The Add-Ons Manager has been given a facelift, and it's a very useful one. The previous version opened in a small window that merely listed your add-ons, with options to enable, disable, uninstall or customize them if they allow for customization.

The new manager opens in a full window and gives you far more information about each add-on, including a rating taken from the Firefox add-ons Web site, the date the add-on was installed and a link to the add-on's home page.

Add-On Manager in Firefox 4 beta 1
The Add-Ons Manager in Firefox 4 gets more screen real estate and displays more details about each add-on than in the previous version.

It also is supposed to show the size of the add-on, although that doesn't appear to work in the beta, which was not able to display the size of any of mine.

When you remove an add-on, the listing for it disappears and a yellow bar appears, telling you that the add-on has been removed and asking if you want to undo the removal. To undo the removal, click the Undo button. In this beta, I was unable to get the Undo button to work; clicking it did nothing. As with the existing Add-Ons Manager, you can also find new add-ons, get themes and view and manage your plug-ins.

By the way, you'll likely find that although your currently installed add-ons are listed on the page, few if any of them will actually work with this Firefox beta. And when you click the Get Add-Ons tab in order to search for add-ons, you're brought to a page that tells you "Something good is coming!" So clearly Mozilla has plans for a new add-ons Web site that is not yet publicly available.

HTML 5

As with current versions of Chrome and Safari, and the upcoming Internet Explorer 9, Firefox 4 supports HTML 5 video, which lets you play high-definition video content directly in the browser itself, without having to use any additional applications such as Flash.

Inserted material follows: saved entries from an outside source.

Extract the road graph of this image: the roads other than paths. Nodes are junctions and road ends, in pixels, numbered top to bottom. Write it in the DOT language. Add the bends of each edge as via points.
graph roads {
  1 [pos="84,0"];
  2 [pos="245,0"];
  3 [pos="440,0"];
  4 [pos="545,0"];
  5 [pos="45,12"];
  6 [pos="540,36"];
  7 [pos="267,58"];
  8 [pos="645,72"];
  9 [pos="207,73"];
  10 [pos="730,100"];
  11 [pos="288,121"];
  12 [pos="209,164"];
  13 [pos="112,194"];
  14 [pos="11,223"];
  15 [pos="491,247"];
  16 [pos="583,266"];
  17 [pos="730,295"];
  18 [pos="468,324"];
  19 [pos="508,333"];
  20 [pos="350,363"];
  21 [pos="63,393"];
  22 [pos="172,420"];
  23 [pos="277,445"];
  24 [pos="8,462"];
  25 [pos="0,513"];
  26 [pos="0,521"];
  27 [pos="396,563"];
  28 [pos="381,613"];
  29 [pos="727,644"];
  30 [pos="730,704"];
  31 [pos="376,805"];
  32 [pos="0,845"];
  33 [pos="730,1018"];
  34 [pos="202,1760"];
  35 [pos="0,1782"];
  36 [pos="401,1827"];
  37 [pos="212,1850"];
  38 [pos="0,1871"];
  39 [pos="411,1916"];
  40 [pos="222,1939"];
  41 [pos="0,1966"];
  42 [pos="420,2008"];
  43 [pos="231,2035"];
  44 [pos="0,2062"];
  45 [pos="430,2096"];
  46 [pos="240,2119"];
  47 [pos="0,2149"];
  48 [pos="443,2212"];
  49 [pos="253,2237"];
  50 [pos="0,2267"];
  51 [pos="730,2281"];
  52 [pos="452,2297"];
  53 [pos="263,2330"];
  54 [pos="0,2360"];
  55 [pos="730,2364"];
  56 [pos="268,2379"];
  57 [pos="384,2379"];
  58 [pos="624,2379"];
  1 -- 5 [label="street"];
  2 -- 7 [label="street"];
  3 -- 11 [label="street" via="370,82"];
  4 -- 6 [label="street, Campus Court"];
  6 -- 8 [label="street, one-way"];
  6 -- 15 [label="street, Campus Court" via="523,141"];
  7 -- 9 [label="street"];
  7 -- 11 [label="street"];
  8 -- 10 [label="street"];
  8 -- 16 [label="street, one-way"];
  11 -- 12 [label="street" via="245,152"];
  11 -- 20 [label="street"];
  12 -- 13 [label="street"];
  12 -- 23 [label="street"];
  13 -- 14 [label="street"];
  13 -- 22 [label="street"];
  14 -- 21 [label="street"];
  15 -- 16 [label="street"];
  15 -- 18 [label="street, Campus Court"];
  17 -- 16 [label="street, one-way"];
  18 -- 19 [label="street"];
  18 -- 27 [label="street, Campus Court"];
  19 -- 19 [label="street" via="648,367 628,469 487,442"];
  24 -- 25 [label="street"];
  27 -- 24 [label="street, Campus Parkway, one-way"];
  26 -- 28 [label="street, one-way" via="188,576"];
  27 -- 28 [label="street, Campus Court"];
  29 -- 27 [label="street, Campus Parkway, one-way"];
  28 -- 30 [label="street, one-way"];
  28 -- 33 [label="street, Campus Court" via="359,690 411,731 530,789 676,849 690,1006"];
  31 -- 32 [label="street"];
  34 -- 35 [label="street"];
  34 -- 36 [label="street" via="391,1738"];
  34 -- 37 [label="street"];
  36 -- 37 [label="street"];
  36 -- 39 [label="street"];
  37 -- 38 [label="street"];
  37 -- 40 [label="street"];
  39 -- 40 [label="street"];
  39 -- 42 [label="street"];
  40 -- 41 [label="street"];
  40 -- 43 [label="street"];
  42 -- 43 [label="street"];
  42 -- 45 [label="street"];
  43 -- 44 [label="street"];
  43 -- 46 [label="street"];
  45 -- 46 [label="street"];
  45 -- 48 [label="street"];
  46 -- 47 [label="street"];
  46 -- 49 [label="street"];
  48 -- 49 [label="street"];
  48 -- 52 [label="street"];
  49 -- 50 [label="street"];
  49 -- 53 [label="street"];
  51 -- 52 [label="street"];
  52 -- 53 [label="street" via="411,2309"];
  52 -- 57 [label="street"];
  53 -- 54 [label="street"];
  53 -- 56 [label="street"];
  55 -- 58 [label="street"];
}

This beta supports HTML 5 video with a twist, however, by using the Google-backed video format called WebM, which uses the open-source VP8 code, rather than the H.264 codec used by competing browsers. (Oddly enough, even the latest official release of Chrome doesn't yet support WebM, although the version in the developer channel does.)

HTML5 video being played in Firefox 4 beta 1
Firefox 4 playing an HD HTML 5 video on YouTube.

In my tests, the browser played the HTML 5 videos as promised. Given that there is not yet a great deal of video content that uses HTML 5, this is not particularly important right now, although an increasing number of YouTube videos are available via HTML 5.